**PROVIDED MATERIAL**
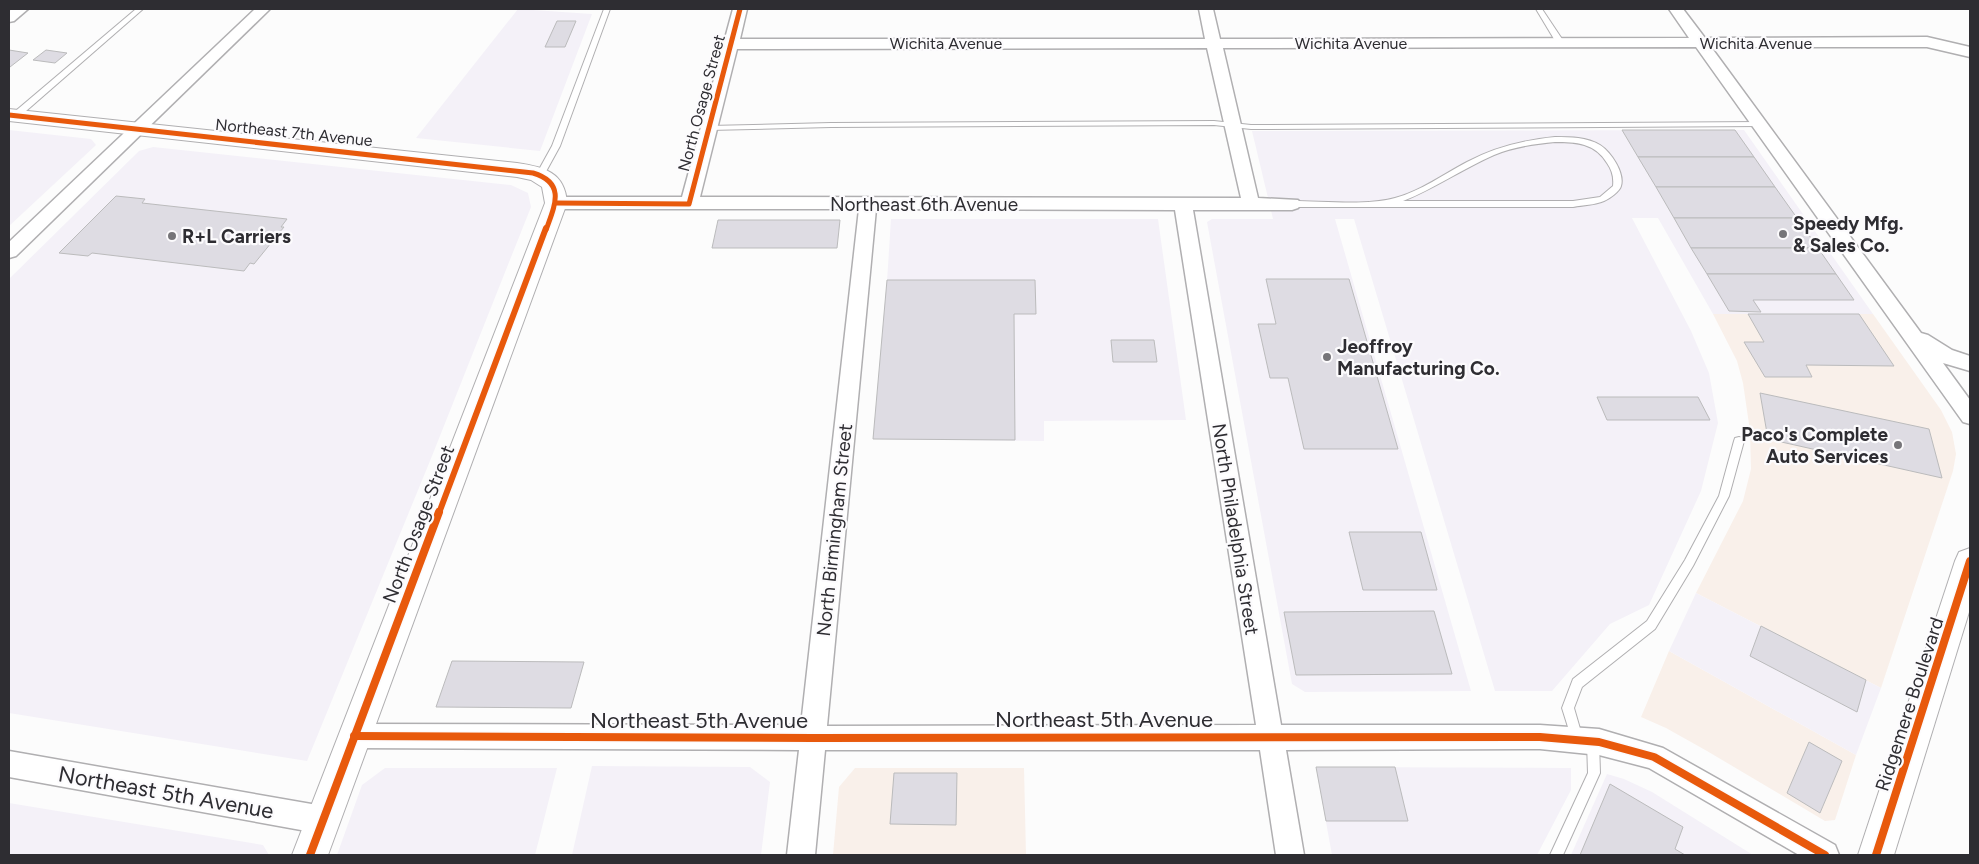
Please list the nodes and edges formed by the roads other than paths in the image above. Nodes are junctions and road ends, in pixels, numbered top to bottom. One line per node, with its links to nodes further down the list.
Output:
1 (21, 9): 9 (street)
2 (140, 9): 15 (lane)
3 (263, 9): 19 (street)
4 (607, 9): 20 (lane)
5 (740, 9): 13 (street, North Osage Street)
6 (1206, 9): 11 (street)
7 (1539, 9): 10 (lane)
8 (1676, 9): 12 (street)
9 (9, 18)
10 (1560, 42): 11 (street, Wichita Avenue); 12 (street, Wichita Avenue)
11 (1213, 43): 13 (street, Wichita Avenue); 17 (street)
12 (1701, 43): 14 (street, Wichita Avenue); 16 (street)
13 (731, 44): 18 (street, North Osage Street)
14 (1970, 52)
15 (12, 116): 19 (street, Northeast 7th Avenue)
16 (1761, 124): 17 (lane); 29 (street)
17 (1232, 125): 18 (lane); 24 (street)
18 (709, 128): 22 (street, North Osage Street)
19 (137, 129): 20 (street, Northeast 7th Avenue); 28 (street)
20 (540, 175): 21 (street)
21 (556, 203): 22 (street, Northeast 6th Avenue); 34 (street, North Osage Street)
22 (688, 204): 27 (street, Northeast 6th Avenue)
23 (1183, 204): 24 (street, Northeast 6th Avenue); 27 (street, Northeast 6th Avenue); 35 (street, North Philadelphia Street)
24 (1251, 204): 25 (street, Northeast 6th Avenue)
25 (1292, 204): 26 (lane)
26 (1373, 204): 26 (lane)
27 (868, 205): 36 (street, North Birmingham Street)
28 (9, 252)
29 (1909, 330): 30 (street); 31 (street)
30 (1970, 363)
31 (1970, 416)
32 (1740, 440): 37 (lane)
33 (1970, 561): 45 (street, Ridgemere Boulevard)
34 (354, 736): 36 (street, Northeast 5th Avenue); 39 (street, North Osage Street)
35 (1270, 736): 36 (street, Northeast 5th Avenue); 37 (street, Northeast 5th Avenue); 42 (street, North Philadelphia Street)
36 (813, 738): 41 (street, North Birmingham Street)
37 (1585, 741): 43 (lane); 44 (street, Northeast 5th Avenue)
38 (9, 764): 39 (street, Northeast 5th Avenue)
39 (323, 820): 40 (street, North Osage Street)
40 (310, 855)
41 (801, 855)
42 (1290, 855)
43 (1556, 855)
44 (1825, 855)
45 (1876, 855)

**WHAT THE EXERCISE ASKS**
Each line that includes the string "Birmingham" should be copied from the data.

**ANSWER FOR THIS EXERCISE**
27 (868, 205): 36 (street, North Birmingham Street)
36 (813, 738): 41 (street, North Birmingham Street)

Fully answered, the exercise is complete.